Although Laxalt, the Republican nominee for governor, has recommended numerous changes that would require the Legislature to allocate additional funding, he has also pledged not to raise taxes. His office didn’t immediately respond to an inquiry about whether the plans could be pulled off while adhering to a no-new-taxes pledge. Some of the recommendations, however, suggest that local agencies seek federal grants to cover expenses.

What the report doesn’t include: any recommendation about arming teachers. The report steered clear of that controversial subject and, in fact, noted that “school staff should not be relied upon to adhere to the active-assailant plan, such as in evacuation, since in most cases they will have been victims themselves, and will be experiencing trauma that potentially makes them unreliable.”
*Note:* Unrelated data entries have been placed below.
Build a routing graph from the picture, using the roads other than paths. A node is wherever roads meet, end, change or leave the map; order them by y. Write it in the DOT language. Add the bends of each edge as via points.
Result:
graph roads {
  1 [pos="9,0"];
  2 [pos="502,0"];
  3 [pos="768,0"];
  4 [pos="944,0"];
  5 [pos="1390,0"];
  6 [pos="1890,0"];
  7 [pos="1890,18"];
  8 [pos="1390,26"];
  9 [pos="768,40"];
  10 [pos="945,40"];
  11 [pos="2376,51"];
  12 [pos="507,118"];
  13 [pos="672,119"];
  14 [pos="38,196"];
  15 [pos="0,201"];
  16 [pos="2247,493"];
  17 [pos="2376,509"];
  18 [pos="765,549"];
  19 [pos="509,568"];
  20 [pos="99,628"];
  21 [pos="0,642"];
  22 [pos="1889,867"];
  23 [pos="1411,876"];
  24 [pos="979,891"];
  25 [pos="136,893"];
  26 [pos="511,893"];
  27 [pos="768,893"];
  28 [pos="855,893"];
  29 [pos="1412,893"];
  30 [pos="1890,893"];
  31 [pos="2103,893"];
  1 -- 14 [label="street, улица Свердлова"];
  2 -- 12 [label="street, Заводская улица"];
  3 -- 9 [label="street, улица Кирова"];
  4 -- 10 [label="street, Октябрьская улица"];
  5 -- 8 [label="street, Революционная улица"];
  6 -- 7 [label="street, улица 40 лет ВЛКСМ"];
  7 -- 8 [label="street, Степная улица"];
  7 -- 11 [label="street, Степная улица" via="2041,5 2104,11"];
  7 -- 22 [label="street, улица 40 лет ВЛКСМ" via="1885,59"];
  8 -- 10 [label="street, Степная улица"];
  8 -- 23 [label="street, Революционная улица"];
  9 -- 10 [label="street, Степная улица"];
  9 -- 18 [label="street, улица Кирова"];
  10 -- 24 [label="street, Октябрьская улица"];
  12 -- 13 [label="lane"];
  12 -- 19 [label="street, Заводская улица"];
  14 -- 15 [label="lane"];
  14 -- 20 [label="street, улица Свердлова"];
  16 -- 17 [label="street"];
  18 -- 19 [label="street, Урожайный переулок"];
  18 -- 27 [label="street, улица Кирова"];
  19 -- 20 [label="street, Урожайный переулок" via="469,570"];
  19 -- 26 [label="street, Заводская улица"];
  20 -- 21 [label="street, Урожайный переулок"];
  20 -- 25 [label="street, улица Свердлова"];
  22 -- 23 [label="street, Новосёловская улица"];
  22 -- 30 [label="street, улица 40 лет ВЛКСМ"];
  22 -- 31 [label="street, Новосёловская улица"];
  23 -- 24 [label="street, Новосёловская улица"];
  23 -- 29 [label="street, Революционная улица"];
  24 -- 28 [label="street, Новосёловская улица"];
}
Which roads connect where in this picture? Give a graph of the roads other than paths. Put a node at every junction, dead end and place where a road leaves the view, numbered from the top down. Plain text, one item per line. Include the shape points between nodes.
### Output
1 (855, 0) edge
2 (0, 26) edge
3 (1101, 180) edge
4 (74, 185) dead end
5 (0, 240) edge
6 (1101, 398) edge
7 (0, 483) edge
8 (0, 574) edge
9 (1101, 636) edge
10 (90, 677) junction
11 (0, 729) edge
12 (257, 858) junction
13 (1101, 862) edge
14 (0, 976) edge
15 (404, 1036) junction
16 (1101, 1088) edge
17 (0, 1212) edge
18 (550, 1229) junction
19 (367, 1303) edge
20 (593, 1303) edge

Among the recommendations:

  • Appropriate additional funding, or seek federal funding, to ensure law enforcement can respond quickly to school violence.
  • Automate criminal record processing to ensure a more complete criminal background check repository, and consider funding a unified electronic records transmission system to keep the database up-to-date.
  • Strive to create a single point of entry at schools and install multiple security cameras that are accessible to law enforcement.
  • Develop “new mechanisms” for funding school safety-related capital improvements.
  • Ensure all law enforcement has copies of floor plans of schools within their jurisdiction.
  • Pre-designate a single agency as the point of command in the incident of a school shooting, so local police, sheriff’s offices and school police agencies don’t conflict with each other during a crisis.
  • Make an exemption so that shared active-assailant response plans are confidential and not subject to disclosure through the public records law.
  • Ensure officers have active assailant training from the FBI. The report notes it will bring the FBI to its next law enforcement summit to provide training.
  • Establish working relationships between police and school principals, and have law enforcement request school emergency plans.
  • Fund a statewide system similar to Clark County’s Family Tracs program that would ensure information about a student’s behavioral and disciplinary history follows a student when they move from school to school.
  • Apply for grants that would increase the ability for law enforcement to assess threats.
  • Encourage students to download an app called “SafeVoice Nevada,” which debuted last year and allows students to anonymously submit tips to police.
  • Educate districts so the federal Family Education Rights and Privacy Act (FERPA) is not seen as a barrier to sharing important information about school safety risks.
  • The Legislature should evaluate whether more mental health-related information, such as medical diagnoses and Legal 2000 records, should be made available to law enforcement in real time.
  • Counties should look into establishing Mobile Outreach Safety Teams (MOST), which are partnerships between law enforcement and clinicians that assist in de-escalating mental-health crisis situations.
  • The Legislature should study the effect of “red flag” laws in other states and consider enacting something similar in Nevada. Those laws allow police, family members or prosecutors to petition the courts for a civil order that would temporarily take away a person’s firearms if they’re deemed an immediate threat to themselves or others.

 

Laxalt held his summit two days after Gov. Brian Sandoval convened school superintendents in Carson City to kick off dialogue about how to bolster student safety. The governor proceeded to issue an executive order creating a School Safety Task Force consisting of 25 members — including two superintendents, principals, teachers, parents, state lawmakers students and a judge, among others — to examine the fears vexing school districts across the nation and offer recommendations for what can be done in Nevada.

The task force will submit an initial report to Sandoval featuring recommendations that could be immediately enacted and then a final report by Nov. 30. Sandoval envisions the task force report as something that could guide lawmakers’ policy decisions in the 2019 legislative session, although the recommendations aren’t binding and Sandoval will be out of office by then.

Laxalt’s report will be submitted to Sandoval’s task force and the Legislature.